7. Parallel bars in the Spinal Cord Unit and local resident

A different professional and ethical shock was when I started working with inpatient spinal cord patients. As I was evaluating my first case, I asked my patient what his long-term rehabilitation goals were and he answered “To walk again”. This came as a surprise to me as this patient has sustained a complete T3 spinal cord injury more than 2 years ago which, for the uninitiated, essentially meant that he no longer had and would never again have sensory or motor use of his lower trunk and legs. I was wondering if he was simply in denial as I would have expected his previous medical professionals to have explained his prognosis but as I asked around, it became clear that the culture here was to simply not explain negative prognosis. In his case, he said that the doctors operated on him, said that his spinal cord was fine and sent him back home. The fear is that if they explain a negative prognosis, patients and their families will get angry at the medical core, come physically damage the medical centers, and request a second, third, or fourth medical opinion. I was not allowed to disclose his prognosis as the fear was that he would not believe us and leave the center, whereas now he was somewhere that we could work on his functional deficits to increase in ability to engage in life post-discharge and perhaps slowly and gently come to the realization that there were certain things that he would never be able to do again like walk. This became an interesting ethical dilemma because I value honesty with my patients and working with a relationship of trust which comes with an honest estimate of prognosis. However, as there are cultural intricacies that we were unable to navigate, I was not in a position to go against my supervisor’s recommendation and tell him the truth. My entire time working with him, for 2 months, I had to redirect his walking-related questions with answers like “Let’s focus on your arms right now and getting you to a point where you can transfer independently!”. That never sat comfortably with me but I never found a better solution.

8. Myself and one of my stroke patients – we always finished our sessions with a high five!
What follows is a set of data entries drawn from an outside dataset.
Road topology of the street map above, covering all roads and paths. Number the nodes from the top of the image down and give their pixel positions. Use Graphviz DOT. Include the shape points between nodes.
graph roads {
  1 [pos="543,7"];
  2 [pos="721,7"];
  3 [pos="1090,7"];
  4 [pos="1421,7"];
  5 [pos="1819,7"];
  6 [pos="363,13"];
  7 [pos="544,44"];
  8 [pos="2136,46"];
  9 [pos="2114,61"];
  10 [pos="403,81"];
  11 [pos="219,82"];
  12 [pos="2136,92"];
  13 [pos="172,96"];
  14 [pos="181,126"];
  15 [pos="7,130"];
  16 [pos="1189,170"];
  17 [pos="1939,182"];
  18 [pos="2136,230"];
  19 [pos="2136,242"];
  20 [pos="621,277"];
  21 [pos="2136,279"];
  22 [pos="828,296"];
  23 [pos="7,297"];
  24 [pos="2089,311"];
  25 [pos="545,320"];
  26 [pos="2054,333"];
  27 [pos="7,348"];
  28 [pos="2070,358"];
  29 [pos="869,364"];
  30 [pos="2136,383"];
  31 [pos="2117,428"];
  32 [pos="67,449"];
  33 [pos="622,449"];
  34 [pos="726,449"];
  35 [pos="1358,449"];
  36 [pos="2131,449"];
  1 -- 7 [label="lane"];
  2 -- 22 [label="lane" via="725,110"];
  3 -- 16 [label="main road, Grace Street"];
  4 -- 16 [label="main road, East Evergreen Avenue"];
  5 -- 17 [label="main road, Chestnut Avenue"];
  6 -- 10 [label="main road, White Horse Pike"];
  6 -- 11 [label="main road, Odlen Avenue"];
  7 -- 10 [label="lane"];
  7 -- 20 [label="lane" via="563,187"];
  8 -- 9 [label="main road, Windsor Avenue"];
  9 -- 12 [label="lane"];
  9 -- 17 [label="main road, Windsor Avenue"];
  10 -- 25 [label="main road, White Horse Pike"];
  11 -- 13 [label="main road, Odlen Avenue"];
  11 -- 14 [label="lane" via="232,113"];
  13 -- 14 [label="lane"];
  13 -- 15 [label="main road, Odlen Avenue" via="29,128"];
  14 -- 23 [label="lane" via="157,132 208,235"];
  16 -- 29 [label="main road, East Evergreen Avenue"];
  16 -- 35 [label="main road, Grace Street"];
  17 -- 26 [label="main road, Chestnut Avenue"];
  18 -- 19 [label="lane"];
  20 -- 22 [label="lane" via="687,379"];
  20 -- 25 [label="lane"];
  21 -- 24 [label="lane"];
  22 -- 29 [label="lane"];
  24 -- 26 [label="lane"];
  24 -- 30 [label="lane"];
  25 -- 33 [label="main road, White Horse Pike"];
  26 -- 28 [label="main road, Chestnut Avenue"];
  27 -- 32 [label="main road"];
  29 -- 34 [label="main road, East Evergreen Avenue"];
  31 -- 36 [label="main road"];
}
Ethical challenges, communication challenges, cultural challenges, life challenges were all difficulties that we had to stretch our creativity muscles to find solutions for and situations which were annoying at worst (we would often not have water and electricity at our guest house!) and very entertaining at best (there was a scorpion once in the SCI treatment room causing havoc). However, these were all so minor compared to how much I have learnt and grown both as a person and as a physiotherapist from this internship and have made so many connections with therapists, patients, and other ASSA inhabitants. I will always remember working with one of my stroke patients who had aphasia and cognitive difficulties which made communicating with her even more challenging. I was working on stretching her spastic forearm and both of us felt her forearm release suddenly. Her face lit up, both of us were beaming and laughing together because this was such progress compared to previous days. Her mother and our translator were looking at us so confused because they couldn’t figure out what happened as we kept smiling. This, to me, in a nutshell is what global health rehabilitation is – creating connections around increasing functionality, transcending cultural and communication barriers.

Noemie

All pictures taken and posted with explicit permission of the patients.